The propaganda was wrong. The skeleton told a completely different story.
🦴 THE DISCOVERY:
The skeleton was found beneath a Leicester parking lot in 2012. The spine was dramatically, unmistakably wrong—a severe lateral curve that bent the entire torso to one side.
The Cobb angle was 70-85 degrees. Modern medicine typically recommends surgery for curves exceeding 45-50 degrees.
Richard's curve was roughly 50% more severe than the surgical threshold.
But here's what the bones also revealed: he was NOT a hunchback.
⚔️ THE WARRIOR:
On August 22, 1485, Richard III rode into the Battle of Bosworth Field in full plate armor, wielding a battle axe. His spine curved 75 degrees to the right and twisted like a corkscrew.
None of that stopped him from fighting with what eyewitnesses described as "manic energy" until a halberd split open the back of his skull.
The skeleton bears evidence of eleven wounds inflicted in those final minutes—nine to the skull, two to the torso. But it also bears old, healed fractures from previous battles.

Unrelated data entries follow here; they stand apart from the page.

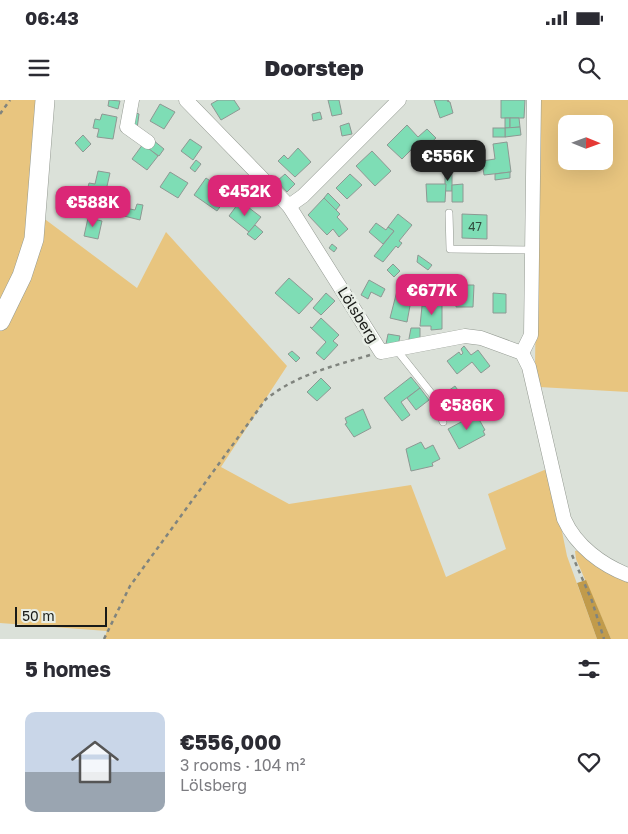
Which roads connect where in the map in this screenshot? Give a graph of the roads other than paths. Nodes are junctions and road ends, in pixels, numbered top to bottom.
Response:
1 (45, 100) edge
2 (132, 100) edge
3 (186, 100) edge
4 (399, 100) edge
5 (534, 100) edge
6 (148, 142) dead end
7 (289, 206) junction
8 (448, 213) dead end
9 (532, 250) junction
10 (0, 321) edge
11 (396, 349) junction
12 (522, 353) junction
13 (443, 422) dead end
14 (628, 575) edge

1 - 10 street
2 - 6 street
3 - 7 street, Lölsberg
4 - 7 street
5 - 9 street
7 - 11 street, Lölsberg
8 - 9 lane
9 - 12 street
11 - 12 street, Lölsberg
11 - 13 lane
12 - 14 street

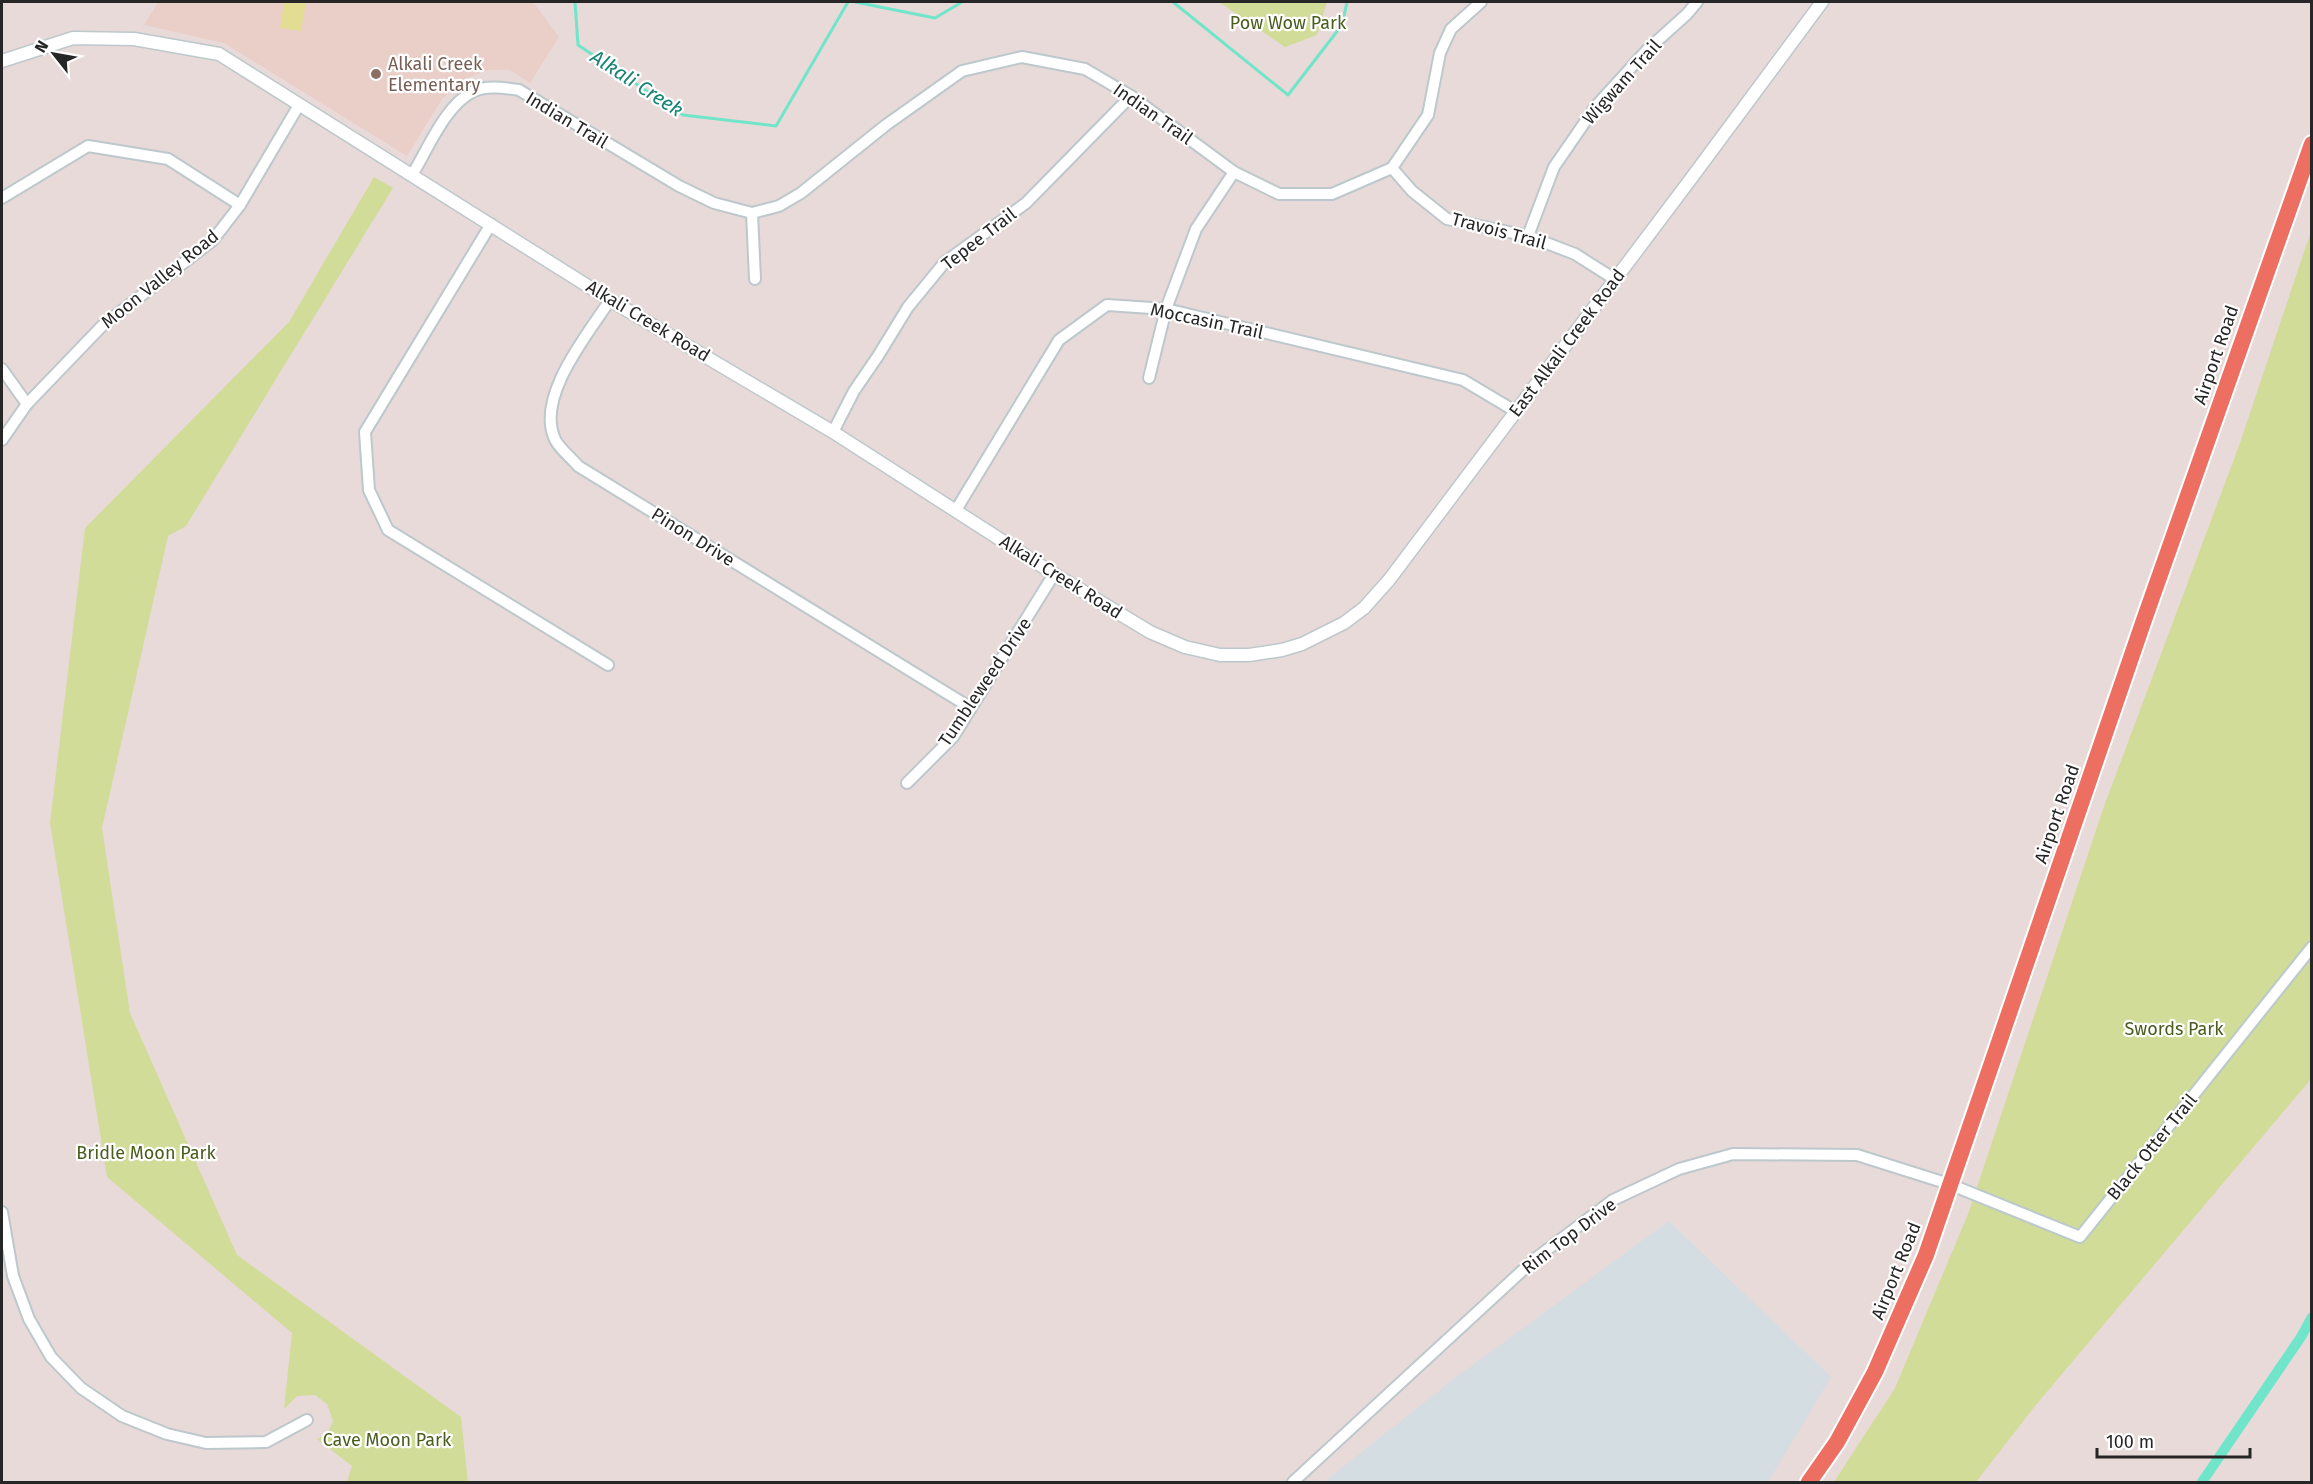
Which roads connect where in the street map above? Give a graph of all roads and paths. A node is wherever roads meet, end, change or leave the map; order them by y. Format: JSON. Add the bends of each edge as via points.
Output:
{"nodes":[{"id":1,"x":1481,"y":2,"type":"edge"},
{"id":2,"x":1697,"y":2,"type":"edge"},
{"id":3,"x":1822,"y":2,"type":"edge"},
{"id":4,"x":2,"y":61,"type":"edge"},
{"id":5,"x":1131,"y":96,"type":"junction"},
{"id":6,"x":299,"y":105,"type":"junction"},
{"id":7,"x":2312,"y":144,"type":"edge"},
{"id":8,"x":1392,"y":168,"type":"junction"},
{"id":9,"x":1234,"y":172,"type":"junction"},
{"id":10,"x":412,"y":175,"type":"junction"},
{"id":11,"x":2,"y":198,"type":"edge"},
{"id":12,"x":240,"y":205,"type":"junction"},
{"id":13,"x":752,"y":213,"type":"junction"},
{"id":14,"x":491,"y":224,"type":"junction"},
{"id":15,"x":1528,"y":236,"type":"junction"},
{"id":16,"x":755,"y":279,"type":"dead end"},
{"id":17,"x":1616,"y":280,"type":"junction"},
{"id":18,"x":610,"y":300,"type":"junction"},
{"id":19,"x":1166,"y":309,"type":"junction"},
{"id":20,"x":2,"y":369,"type":"edge"},
{"id":21,"x":1149,"y":378,"type":"dead end"},
{"id":22,"x":27,"y":404,"type":"junction"},
{"id":23,"x":1515,"y":411,"type":"junction"},
{"id":24,"x":833,"y":432,"type":"junction"},
{"id":25,"x":2,"y":440,"type":"edge"},
{"id":26,"x":956,"y":510,"type":"junction"},
{"id":27,"x":1054,"y":574,"type":"junction"},
{"id":28,"x":1282,"y":650,"type":"joint"},
{"id":29,"x":608,"y":665,"type":"dead end"},
{"id":30,"x":971,"y":708,"type":"junction"},
{"id":31,"x":908,"y":783,"type":"dead end"},
{"id":32,"x":2312,"y":947,"type":"edge"},
{"id":33,"x":1949,"y":1184,"type":"junction"},
{"id":34,"x":2,"y":1212,"type":"edge"},
{"id":35,"x":307,"y":1420,"type":"dead end"},
{"id":36,"x":1293,"y":1482,"type":"edge"},
{"id":37,"x":1809,"y":1482,"type":"edge"}],
"edges":[{"from":1,"to":8,"type":"street","via":[[1451,29],[1440,53],[1428,115]]},
{"from":2,"to":15,"type":"street","name":"Wigwam Trail","via":[[1596,106],[1554,167]]},
{"from":3,"to":17,"type":"street","name":"East Alkali Creek Road"},
{"from":4,"to":6,"type":"street","name":"Alkali Creek Road","via":[[73,38],[134,39],[219,54]]},
{"from":5,"to":9,"type":"street","name":"Indian Trail"},
{"from":5,"to":13,"type":"street","name":"Indian Trail","via":[[1085,69],[1022,57],[962,71],[801,193],[779,206]]},
{"from":5,"to":24,"type":"street","name":"Tepee Trail","via":[[1026,203],[945,262],[908,307],[854,391]]},
{"from":6,"to":10,"type":"street","name":"Alkali Creek Road"},
{"from":6,"to":12,"type":"street","name":"Moon Valley Road"},
{"from":7,"to":33,"type":"highway","name":"Airport Road"},
{"from":8,"to":9,"type":"street","name":"Indian Trail","via":[[1332,194],[1279,194]]},
{"from":8,"to":15,"type":"street","name":"Travois Trail","via":[[1412,191],[1447,219]]},
{"from":9,"to":19,"type":"street","via":[[1196,229]]},
{"from":10,"to":13,"type":"street","name":"Indian Trail","via":[[452,108],[474,91],[498,87],[519,90],[679,186],[714,203]]},
{"from":10,"to":14,"type":"street","name":"Alkali Creek Road"},
{"from":11,"to":12,"type":"street","via":[[88,146],[168,159]]},
{"from":12,"to":22,"type":"street","name":"Moon Valley Road","via":[[213,240],[102,326]]},
{"from":13,"to":16,"type":"street"},
{"from":14,"to":18,"type":"street","name":"Alkali Creek Road"},
{"from":14,"to":29,"type":"street","via":[[364,432],[369,490],[388,530]]},
{"from":15,"to":17,"type":"street","name":"Travois Trail","via":[[1575,254]]},
{"from":17,"to":23,"type":"street","name":"East Alkali Creek Road"},
{"from":18,"to":24,"type":"street","name":"Alkali Creek Road"},
{"from":18,"to":30,"type":"street","name":"Pinon Drive","via":[[560,380],[551,414],[554,438],[578,465]]},
{"from":19,"to":21,"type":"street"},
{"from":19,"to":23,"type":"street","name":"Moccasin Trail","via":[[1463,380]]},
{"from":19,"to":26,"type":"street","name":"Moccasin Trail","via":[[1107,305],[1059,340]]},
{"from":20,"to":22,"type":"street"},
{"from":22,"to":25,"type":"street","name":"Moon Valley Road"},
{"from":23,"to":28,"type":"street","name":"East Alkali Creek Road","via":[[1364,608],[1321,636]]},
{"from":24,"to":26,"type":"street","name":"Alkali Creek Road"},
{"from":26,"to":27,"type":"street","name":"Alkali Creek Road"},
{"from":27,"to":28,"type":"street","name":"Alkali Creek Road","via":[[1150,632],[1185,647],[1220,655]]},
{"from":27,"to":30,"type":"street","name":"Tumbleweed Drive"},
{"from":30,"to":31,"type":"street","name":"Tumbleweed Drive","via":[[953,737]]},
{"from":32,"to":33,"type":"street","name":"Black Otter Trail","via":[[2080,1237]]},
{"from":33,"to":36,"type":"street","name":"Rim Top Drive","via":[[1857,1155],[1733,1154],[1679,1169],[1613,1200],[1536,1258]]},
{"from":33,"to":37,"type":"highway","name":"Airport Road","via":[[1926,1255],[1875,1372],[1837,1442]]},
{"from":34,"to":35,"type":"street","via":[[13,1276],[28,1319],[51,1357],[81,1388],[123,1416],[167,1434],[206,1443],[267,1443]]}]}
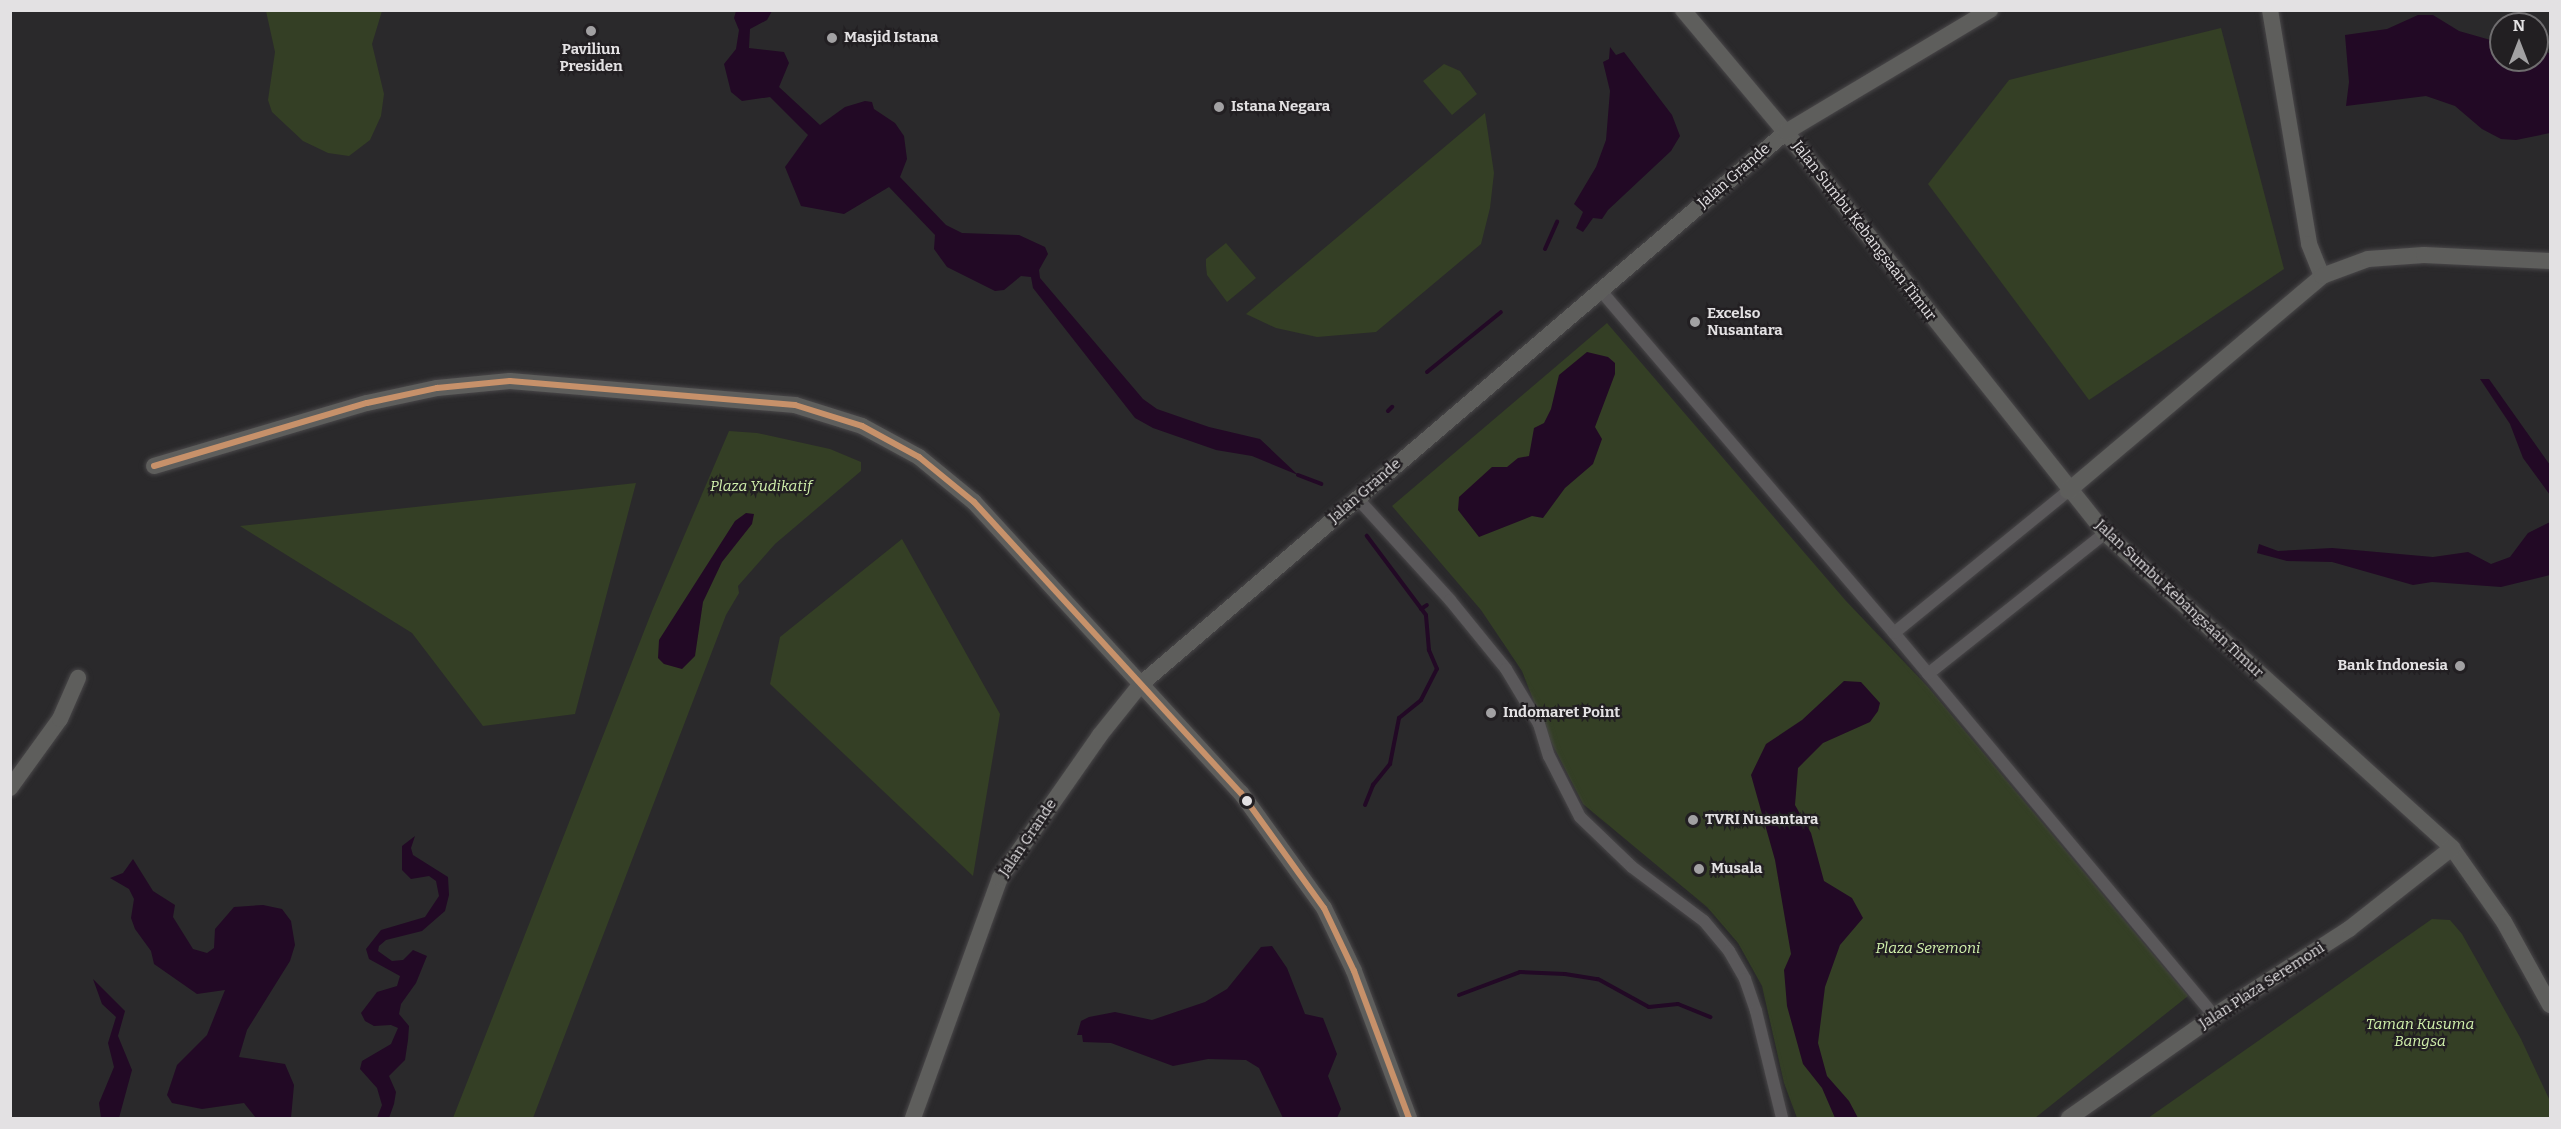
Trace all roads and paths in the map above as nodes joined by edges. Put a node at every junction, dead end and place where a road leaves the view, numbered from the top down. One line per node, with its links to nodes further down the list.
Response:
1 (1683, 10): 4 (street, Jalan Sumbu Kebangsaan Timur)
2 (1990, 10): 4 (street, Jalan Grande)
3 (2270, 10): 6 (street)
4 (1786, 132): 7 (street, Jalan Grande); 9 (street, Jalan Sumbu Kebangsaan Timur)
5 (2550, 261): 6 (street)
6 (2322, 276): 9 (street)
7 (1601, 291): 10 (street, Jalan Grande); 12 (street)
8 (154, 466): 15 (street)
9 (2068, 491): 11 (street, Jalan Sumbu Kebangsaan Timur); 12 (street)
10 (1357, 498): 15 (street, Jalan Grande); 22 (street)
11 (2104, 533): 13 (street); 17 (street, Jalan Sumbu Kebangsaan Timur)
12 (1894, 633): 13 (street)
13 (1928, 674): 19 (street)
14 (78, 678): 16 (street)
15 (1141, 684): 20 (street, Jalan Grande); 21 (street)
16 (10, 788)
17 (2452, 848): 18 (street, Jalan Sumbu Kebangsaan Timur); 19 (street, Jalan Plaza Seremoni)
18 (2550, 1005)
19 (2214, 1016): 23 (street, Jalan Plaza Seremoni)
20 (913, 1119)
21 (1409, 1119)
22 (1782, 1119)
23 (2069, 1119)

This wasn't a man who hid from combat. This was a warrior who had survived multiple military engagements despite a spinal deformity that would qualify for immediate surgical intervention today.
🎭 THE PROPAGANDA:
Sir Thomas More wrote his History of King Richard III around 1513—roughly 28 years after Richard's death. More was 8 years old when Richard died. He never saw the king.
More described Richard as "crook backed, his left shoulder much higher than his right."
The skeleton proves the opposite—the RIGHT shoulder was elevated. More got the basic facts wrong.
In 1597, Shakespeare created the image that would define Richard for four centuries: "A poisonous bunch-backed toad." A limping villain with a withered arm.
The skeleton refutes every claim:
No hunchback (kyphosis is completely absent)
No withered arm (both arms are anatomically complete)
No limp (legs and pelvis are normal)
🖼️ THE ALTERED PORTRAITS:
X-ray analysis of surviving portraits revealed deliberate alterations. The most famous portrait originally showed Richard with a straight, symmetric shoulder line.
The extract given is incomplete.